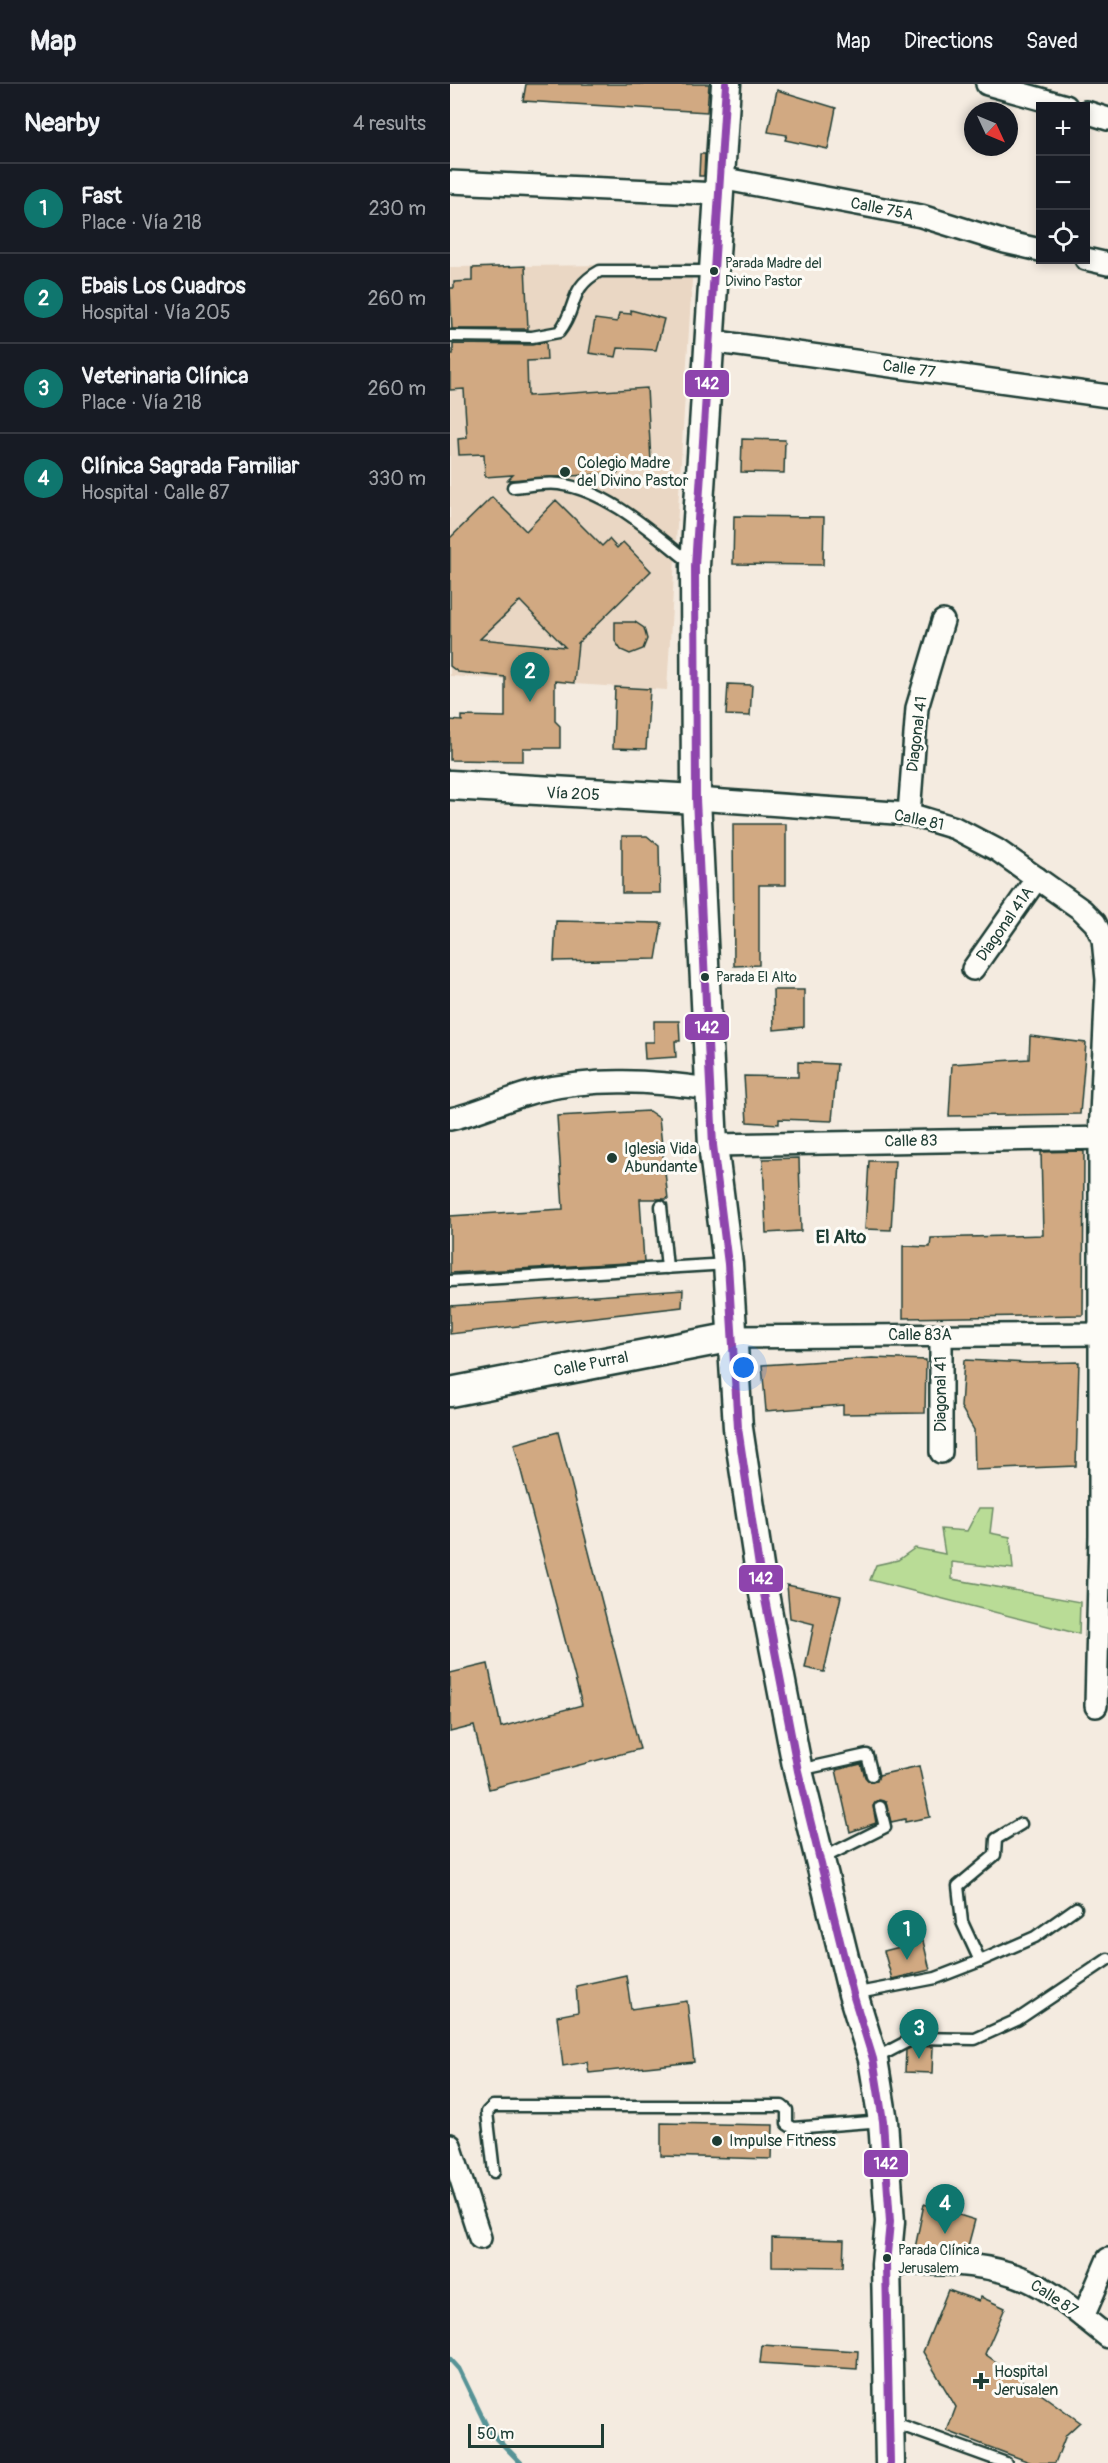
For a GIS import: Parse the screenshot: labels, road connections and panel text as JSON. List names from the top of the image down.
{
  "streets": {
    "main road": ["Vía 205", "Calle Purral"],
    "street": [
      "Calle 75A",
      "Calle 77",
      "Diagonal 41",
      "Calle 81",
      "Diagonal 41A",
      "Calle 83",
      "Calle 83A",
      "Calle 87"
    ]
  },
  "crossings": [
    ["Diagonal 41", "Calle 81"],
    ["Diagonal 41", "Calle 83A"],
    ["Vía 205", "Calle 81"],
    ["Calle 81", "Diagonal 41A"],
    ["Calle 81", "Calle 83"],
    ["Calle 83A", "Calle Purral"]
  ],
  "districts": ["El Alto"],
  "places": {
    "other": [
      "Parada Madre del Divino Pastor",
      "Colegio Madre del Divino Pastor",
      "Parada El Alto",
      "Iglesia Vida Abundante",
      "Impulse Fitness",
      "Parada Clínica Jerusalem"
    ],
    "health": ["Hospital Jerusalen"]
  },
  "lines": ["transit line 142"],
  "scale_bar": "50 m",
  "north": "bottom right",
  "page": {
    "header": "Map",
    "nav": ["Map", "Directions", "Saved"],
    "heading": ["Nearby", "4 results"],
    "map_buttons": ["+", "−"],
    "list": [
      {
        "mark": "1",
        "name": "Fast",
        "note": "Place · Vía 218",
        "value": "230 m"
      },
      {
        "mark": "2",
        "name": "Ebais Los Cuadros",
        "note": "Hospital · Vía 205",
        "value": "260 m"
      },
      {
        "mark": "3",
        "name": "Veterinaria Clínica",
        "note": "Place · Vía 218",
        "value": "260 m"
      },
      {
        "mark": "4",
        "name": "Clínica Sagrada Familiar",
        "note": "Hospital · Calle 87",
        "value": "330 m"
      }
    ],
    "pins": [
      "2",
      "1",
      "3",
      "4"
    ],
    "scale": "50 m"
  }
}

» Work to complete
All that's required is the material above repeated exactly, minus any picture.

» Response to the exercise
For a GIS import: Parse the screenshot: labels, road connections and panel text as JSON. List names from the top of the image down.
{
  "streets": {
    "main road": ["Vía 205", "Calle Purral"],
    "street": [
      "Calle 75A",
      "Calle 77",
      "Diagonal 41",
      "Calle 81",
      "Diagonal 41A",
      "Calle 83",
      "Calle 83A",
      "Calle 87"
    ]
  },
  "crossings": [
    ["Diagonal 41", "Calle 81"],
    ["Diagonal 41", "Calle 83A"],
    ["Vía 205", "Calle 81"],
    ["Calle 81", "Diagonal 41A"],
    ["Calle 81", "Calle 83"],
    ["Calle 83A", "Calle Purral"]
  ],
  "districts": ["El Alto"],
  "places": {
    "other": [
      "Parada Madre del Divino Pastor",
      "Colegio Madre del Divino Pastor",
      "Parada El Alto",
      "Iglesia Vida Abundante",
      "Impulse Fitness",
      "Parada Clínica Jerusalem"
    ],
    "health": ["Hospital Jerusalen"]
  },
  "lines": ["transit line 142"],
  "scale_bar": "50 m",
  "north": "bottom right",
  "page": {
    "header": "Map",
    "nav": ["Map", "Directions", "Saved"],
    "heading": ["Nearby", "4 results"],
    "map_buttons": ["+", "−"],
    "list": [
      {
        "mark": "1",
        "name": "Fast",
        "note": "Place · Vía 218",
        "value": "230 m"
      },
      {
        "mark": "2",
        "name": "Ebais Los Cuadros",
        "note": "Hospital · Vía 205",
        "value": "260 m"
      },
      {
        "mark": "3",
        "name": "Veterinaria Clínica",
        "note": "Place · Vía 218",
        "value": "260 m"
      },
      {
        "mark": "4",
        "name": "Clínica Sagrada Familiar",
        "note": "Hospital · Calle 87",
        "value": "330 m"
      }
    ],
    "pins": [
      "2",
      "1",
      "3",
      "4"
    ],
    "scale": "50 m"
  }
}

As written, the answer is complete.